## EXERCISE DETAILS
Pick out every line in the data below that holds "Jasper".

== Segment start ==

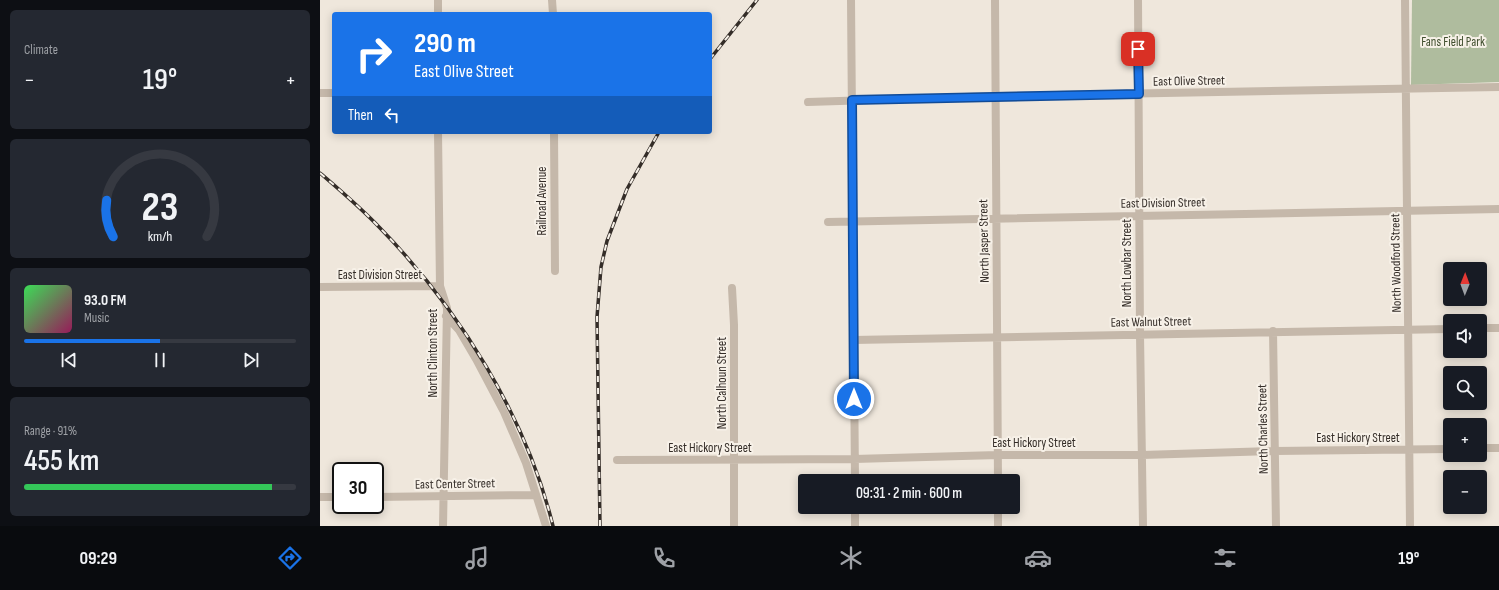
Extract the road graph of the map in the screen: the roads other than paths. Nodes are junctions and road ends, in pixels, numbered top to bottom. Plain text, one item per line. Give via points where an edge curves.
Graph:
1 (438, 0) edge
2 (552, 0) edge
3 (851, 0) edge
4 (995, 0) edge
5 (1138, 0) edge
6 (1406, 0) edge
7 (438, 12) edge
8 (553, 12) edge
9 (1499, 87) edge
10 (1406, 90) junction
11 (320, 93) edge
12 (332, 93) edge
13 (1139, 94) junction
14 (996, 96) junction
15 (852, 100) junction
16 (808, 102) dead end
17 (438, 134) edge
18 (554, 134) edge
19 (1499, 209) edge
20 (1407, 211) junction
21 (1139, 216) junction
22 (996, 219) junction
23 (853, 221) junction
24 (828, 222) dead end
25 (555, 271) dead end
26 (440, 286) junction
27 (320, 287) edge
28 (732, 288) dead end
29 (446, 316) junction
30 (1487, 328) edge
31 (1499, 328) edge
32 (1443, 329) edge
33 (1408, 330) junction
34 (1274, 331) junction
35 (1140, 335) junction
36 (997, 338) junction
37 (853, 340) junction
38 (1487, 448) edge
39 (1499, 448) edge
40 (1443, 449) edge
41 (1409, 450) junction
42 (1275, 451) junction
43 (998, 455) junction
44 (1142, 455) junction
45 (854, 459) junction
46 (617, 460) dead end
47 (733, 460) junction
48 (854, 474) edge
49 (998, 474) edge
50 (536, 495) junction
51 (443, 496) junction
52 (320, 497) edge
53 (332, 497) edge
54 (384, 497) edge
55 (855, 514) edge
56 (998, 514) edge
57 (443, 526) edge
58 (546, 526) edge
59 (734, 526) edge
60 (855, 526) edge
61 (998, 526) edge
62 (1143, 526) edge
63 (1276, 526) edge
64 (1410, 526) edge

1 - 7 street
2 - 8 street
3 - 15 street
4 - 14 street, North Jasper Street
5 - 13 street, North Lowbar Street
6 - 10 street, North Woodford Street
9 - 10 street, East Olive Street
10 - 13 street, East Olive Street
10 - 20 street, North Woodford Street
11 - 12 street
13 - 14 street, East Olive Street
13 - 21 street, North Lowbar Street
14 - 15 street, East Olive Street
14 - 22 street, North Jasper Street
15 - 16 street, East Olive Street
15 - 23 street
17 - 26 street, North Clinton Street
18 - 25 street, Railroad Avenue
19 - 20 street, East Division Street
20 - 21 street, East Division Street
20 - 33 street, North Woodford Street
21 - 22 street, East Division Street
21 - 35 street, North Lowbar Street
22 - 23 street, East Division Street
22 - 36 street, North Jasper Street
23 - 24 street, East Division Street
23 - 37 street
26 - 27 street, East Division Street
26 - 29 street, North Clinton Street via 447,308
28 - 47 street, North Calhoun Street
29 - 50 street via 459,330 491,385 516,437
29 - 51 street, North Clinton Street
30 - 31 street
32 - 33 street, East Walnut Street
33 - 34 street, East Walnut Street
33 - 41 street, North Woodford Street
34 - 35 street, East Walnut Street
34 - 42 street, North Charles Street
35 - 36 street, East Walnut Street
35 - 44 street, North Lowbar Street
36 - 37 street, East Walnut Street
36 - 43 street, North Jasper Street
37 - 45 street
38 - 39 street
40 - 41 street, East Hickory Street
41 - 42 street, East Hickory Street
41 - 64 street, North Woodford Street
42 - 44 street, East Hickory Street
42 - 63 street, North Charles Street
43 - 44 street, East Hickory Street
43 - 45 street, East Hickory Street
43 - 49 street, North Jasper Street
44 - 62 street, North Lowbar Street
45 - 47 street, East Hickory Street
45 - 48 street
46 - 47 street, East Hickory Street
47 - 59 street, North Calhoun Street
50 - 51 street, East Center Street
50 - 58 street
51 - 54 street, East Center Street
51 - 57 street, North Clinton Street
52 - 53 street
55 - 60 street
56 - 61 street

== Segment end ==

## COMPLETED TASK
4 - 14 street, North Jasper Street
14 - 22 street, North Jasper Street
22 - 36 street, North Jasper Street
36 - 43 street, North Jasper Street
43 - 49 street, North Jasper Street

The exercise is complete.